▶ EXERCISE MATERIAL
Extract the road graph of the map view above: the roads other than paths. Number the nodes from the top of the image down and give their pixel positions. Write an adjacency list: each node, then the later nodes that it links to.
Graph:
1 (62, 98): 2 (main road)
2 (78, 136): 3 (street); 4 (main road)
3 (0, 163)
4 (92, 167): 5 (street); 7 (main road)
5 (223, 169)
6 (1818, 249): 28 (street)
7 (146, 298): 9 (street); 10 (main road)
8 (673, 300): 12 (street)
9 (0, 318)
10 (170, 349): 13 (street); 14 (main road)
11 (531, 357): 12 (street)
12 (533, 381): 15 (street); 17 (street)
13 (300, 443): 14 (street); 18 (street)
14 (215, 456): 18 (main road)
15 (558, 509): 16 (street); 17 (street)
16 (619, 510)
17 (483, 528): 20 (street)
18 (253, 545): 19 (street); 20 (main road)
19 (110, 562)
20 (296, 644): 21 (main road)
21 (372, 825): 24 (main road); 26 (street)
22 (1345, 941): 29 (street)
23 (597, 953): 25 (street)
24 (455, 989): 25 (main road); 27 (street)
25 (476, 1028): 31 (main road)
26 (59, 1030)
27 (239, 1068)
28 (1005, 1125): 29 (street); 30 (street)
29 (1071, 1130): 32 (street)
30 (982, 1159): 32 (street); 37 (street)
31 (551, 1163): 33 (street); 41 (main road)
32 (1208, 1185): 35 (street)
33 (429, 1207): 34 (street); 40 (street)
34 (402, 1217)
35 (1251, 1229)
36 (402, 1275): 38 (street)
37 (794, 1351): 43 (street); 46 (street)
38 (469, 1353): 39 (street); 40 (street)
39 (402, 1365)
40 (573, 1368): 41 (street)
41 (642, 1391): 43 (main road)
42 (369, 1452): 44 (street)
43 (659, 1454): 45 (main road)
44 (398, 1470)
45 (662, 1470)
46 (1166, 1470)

▶ PROBLEM DETAILS
All of the material should be given again, character for character.

▶ RESPONSE TO THE EXERCISE
Extract the road graph of the map view above: the roads other than paths. Number the nodes from the top of the image down and give their pixel positions. Write an adjacency list: each node, then the later nodes that it links to.
Graph:
1 (62, 98): 2 (main road)
2 (78, 136): 3 (street); 4 (main road)
3 (0, 163)
4 (92, 167): 5 (street); 7 (main road)
5 (223, 169)
6 (1818, 249): 28 (street)
7 (146, 298): 9 (street); 10 (main road)
8 (673, 300): 12 (street)
9 (0, 318)
10 (170, 349): 13 (street); 14 (main road)
11 (531, 357): 12 (street)
12 (533, 381): 15 (street); 17 (street)
13 (300, 443): 14 (street); 18 (street)
14 (215, 456): 18 (main road)
15 (558, 509): 16 (street); 17 (street)
16 (619, 510)
17 (483, 528): 20 (street)
18 (253, 545): 19 (street); 20 (main road)
19 (110, 562)
20 (296, 644): 21 (main road)
21 (372, 825): 24 (main road); 26 (street)
22 (1345, 941): 29 (street)
23 (597, 953): 25 (street)
24 (455, 989): 25 (main road); 27 (street)
25 (476, 1028): 31 (main road)
26 (59, 1030)
27 (239, 1068)
28 (1005, 1125): 29 (street); 30 (street)
29 (1071, 1130): 32 (street)
30 (982, 1159): 32 (street); 37 (street)
31 (551, 1163): 33 (street); 41 (main road)
32 (1208, 1185): 35 (street)
33 (429, 1207): 34 (street); 40 (street)
34 (402, 1217)
35 (1251, 1229)
36 (402, 1275): 38 (street)
37 (794, 1351): 43 (street); 46 (street)
38 (469, 1353): 39 (street); 40 (street)
39 (402, 1365)
40 (573, 1368): 41 (street)
41 (642, 1391): 43 (main road)
42 (369, 1452): 44 (street)
43 (659, 1454): 45 (main road)
44 (398, 1470)
45 (662, 1470)
46 (1166, 1470)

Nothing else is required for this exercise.